== Segment start ==

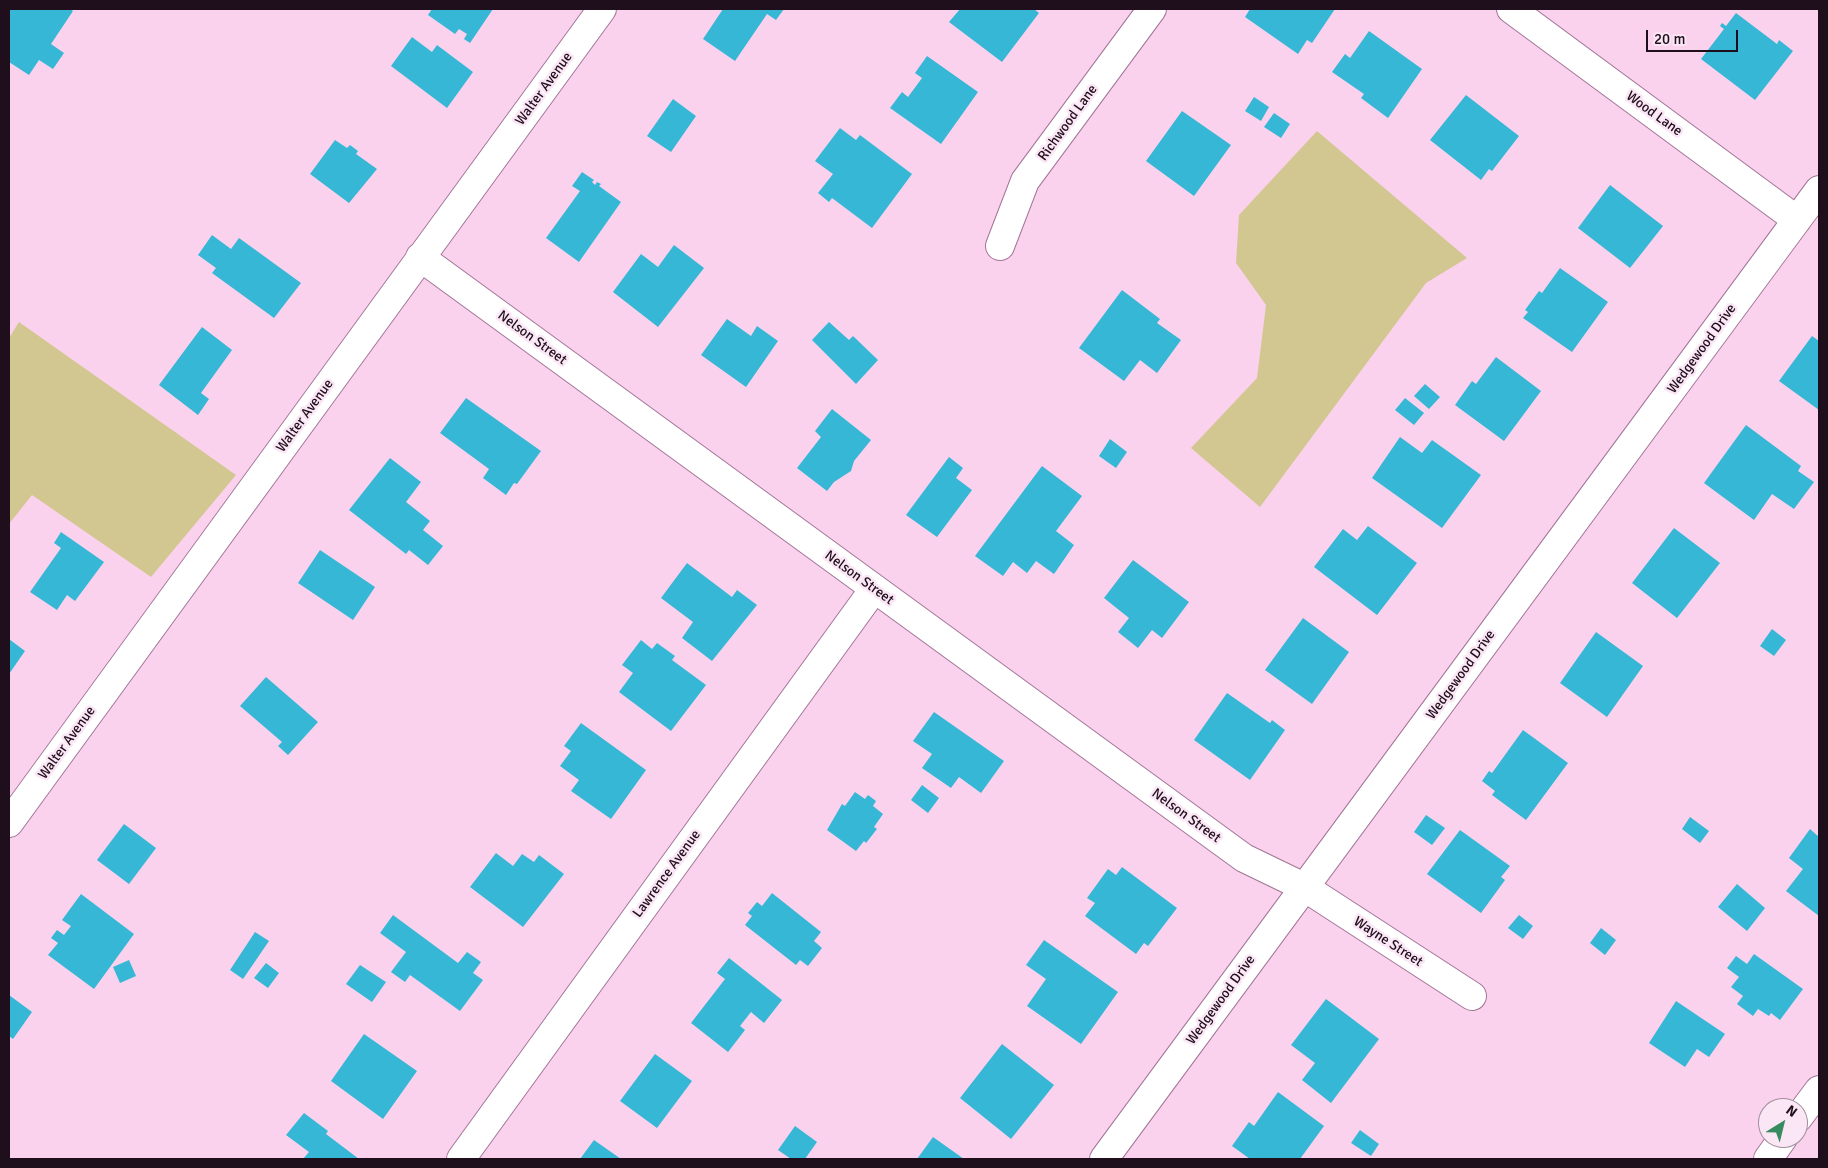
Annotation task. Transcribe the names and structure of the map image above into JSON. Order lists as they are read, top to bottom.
{
  "streets": {
    "street": [
      "Walter Avenue",
      "Wood Lane",
      "Richwood Lane",
      "Nelson Street",
      "Wedgewood Drive",
      "Lawrence Avenue",
      "Wayne Street"
    ]
  },
  "crossings": [
    ["Walter Avenue", "Nelson Street"],
    ["Wood Lane", "Wedgewood Drive"],
    ["Nelson Street", "Wedgewood Drive"],
    ["Nelson Street", "Lawrence Avenue"],
    ["Nelson Street", "Wayne Street"],
    ["Wedgewood Drive", "Wayne Street"]
  ],
  "scale_bar": "20 m",
  "north": "top right"
}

== Segment end ==

- [Exercise description]:
Pictures stay out; reproduce every line of the records exactly.

- [Worked solution]:
Annotation task. Transcribe the names and structure of the map image above into JSON. Order lists as they are read, top to bottom.
{
  "streets": {
    "street": [
      "Walter Avenue",
      "Wood Lane",
      "Richwood Lane",
      "Nelson Street",
      "Wedgewood Drive",
      "Lawrence Avenue",
      "Wayne Street"
    ]
  },
  "crossings": [
    ["Walter Avenue", "Nelson Street"],
    ["Wood Lane", "Wedgewood Drive"],
    ["Nelson Street", "Wedgewood Drive"],
    ["Nelson Street", "Lawrence Avenue"],
    ["Nelson Street", "Wayne Street"],
    ["Wedgewood Drive", "Wayne Street"]
  ],
  "scale_bar": "20 m",
  "north": "top right"
}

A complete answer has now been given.